Изменить размер шрифта - +

Она подстегнула Жюльена, а он подтолкнул ее. Он связал Софию «Сна» со святой в часовне, намекнул, что они одно и то же лицо или, во всяком случае, восходят к одному образцу. А она это использовала: слепец — не объект христианского чуда, а человек, приходящий к знанию; София — не евангельская святая, а носительница этого знания.

Как ни странно, на очевидное указал Марсель. Жюльен повесил акварели в своей квартире, сняв

со стен несколько гравюр, чтобы использовать рамки. Марсель увидел их в один из своих визитов, теперь уже редких и потому еще более для него ценных: напоминание о нормальности дружбы, какую вопреки всему Жюльен еще мог ему предложить. Сам Жюльен все более тяготился его обществом, но Марсель так его искал, что он не мог ему отказать.

В этот раз Марсель долго и внимательно вглядывался в одну из акварелей — он, чей интерес к живописи не простирался дальше консервативного презрения к модернизму.

— Если собираешься заказать свой портрет, лучше поищи кого-нибудь, кто умеет рисовать, — ухмыльнулся он. — Я-то могу определить, что это ты. Но многие этого совсем не заметят. И не думай, эту женщину я тоже узнал. Она ведь уехала, так? Уехала?

Жюльен осторожно кивнул.

— Отлично, здесь ей оставаться было бы опасно. Если бы ее нашли, то забрали бы. Ты ведь это понимаешь?

Жюльен снова кивнул.

— Отлично, — повторил он. — А то до меня доходят разные слухи. Нехорошие слухи.

Жюльен не стал просить пояснений. Снова обернувшись к картине, Марсель состроил гримасу. Потом вдруг схватил шляпу и ушел.

В следующий свой приезд Жюльен упомянул про его наблюдения Юлии. Та смертельно побледнела.

Оливье снова было велено стать посыльным кардинала. Отправиться в дом еврея, забрать его служанку и бумаги и как можно скорее доставить их во дворец. Ему дали двух лошадей и мула.
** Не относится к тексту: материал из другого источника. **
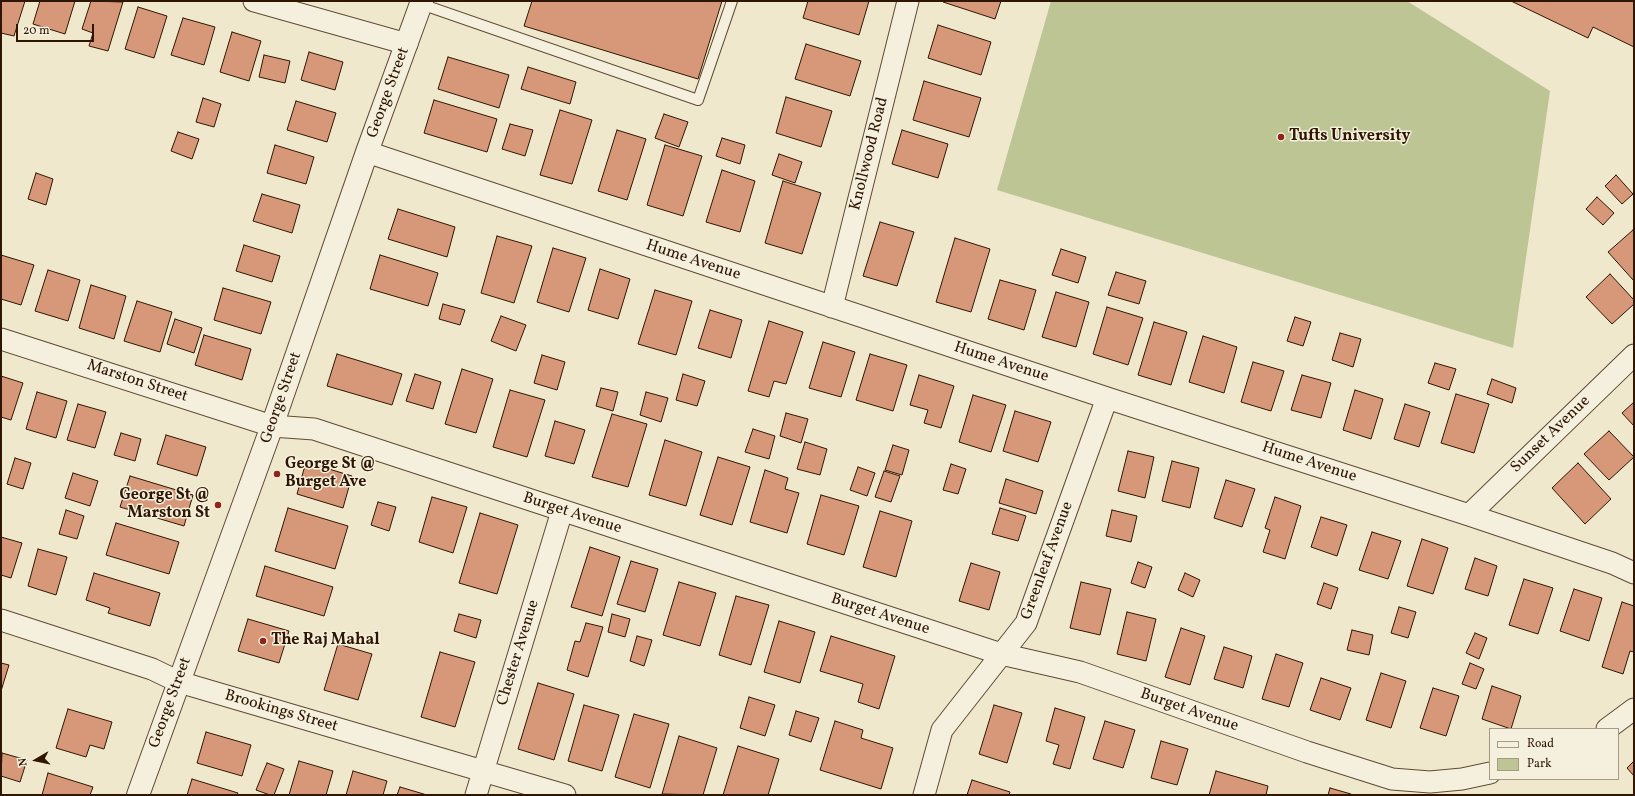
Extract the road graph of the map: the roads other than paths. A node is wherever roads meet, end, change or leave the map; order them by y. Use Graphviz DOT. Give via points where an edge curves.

Он ехал, а сердце у него колотилось при мысли, что снова увидит Ребекку и притом с глазу на глаз.

Ехать пришлось весь день, и вечером он сразу отправился в дом Герсонида. Сделал он это из доброты, понимая, что никто не сказал Ребекке, что ее хозяин жив и здоров, а она, конечно, вне себя от тревоги, не зная, что с ним. В дом он постучался как раз тогда, когда дождь, моросивший вот уже более часа, внезапно стал проливным, и когда она открыла массивную деревянную дверь, по его лицу, со шляпы и с плаща уже потоками стекала вода.

Она решила, что он явился с дурными вестями — таким усталым было его лицо, бледное после долгого пути. И вскрикнула от испуга, увидев на пороге неожиданного гостя.

— О нет! — заплакала она, закрыв лицо руками. — О нет!

Ее горе было таким неподдельным и таким напрасным, что Оливье испытал сходную боль от того, что причинил его. Он вошел и обнял ее, чтобы утешить.

— Нет, нет, — он нежно погладил ее щеку, — тебе не надо бояться. Я приехал не за тем, чтобы тебя удручить. Он здоров. И совершенно свободен.

Но его слова, сказанные в утешение, подействовали прямо наоборот: громко рыдая, Ребекка упала на колени, по щекам у нее катились слезы. Оливье отпустил ее и тут же сообразил, что от стекающей с его плаща воды она вскоре и сама промокнет до нитки и что на полу растет большая лужа, а ветер из распахнутой двери вот-вот задует свечу. Поэтому он захлопнул поскорее дверь и упал рядом с ней на колени.

— Его святейшество поручил ему отыскать причину чумы, — начал он. — И, конечно, его щедро вознаградят за помощь. Он согласился, и ему отвели прекрасный покой во дворце. Ему нужны его бумаги, а еще ему нужна ты. Поэтому я приехал и за ними, и за тобой. Он шлет тебе привет. Вот и все.

Взяв ее за подбородок, он повернул его к себе, и стоило ему увидеть ее заплаканное лицо, сердце у него растаяло — он вообразить не мог, что такое бывает.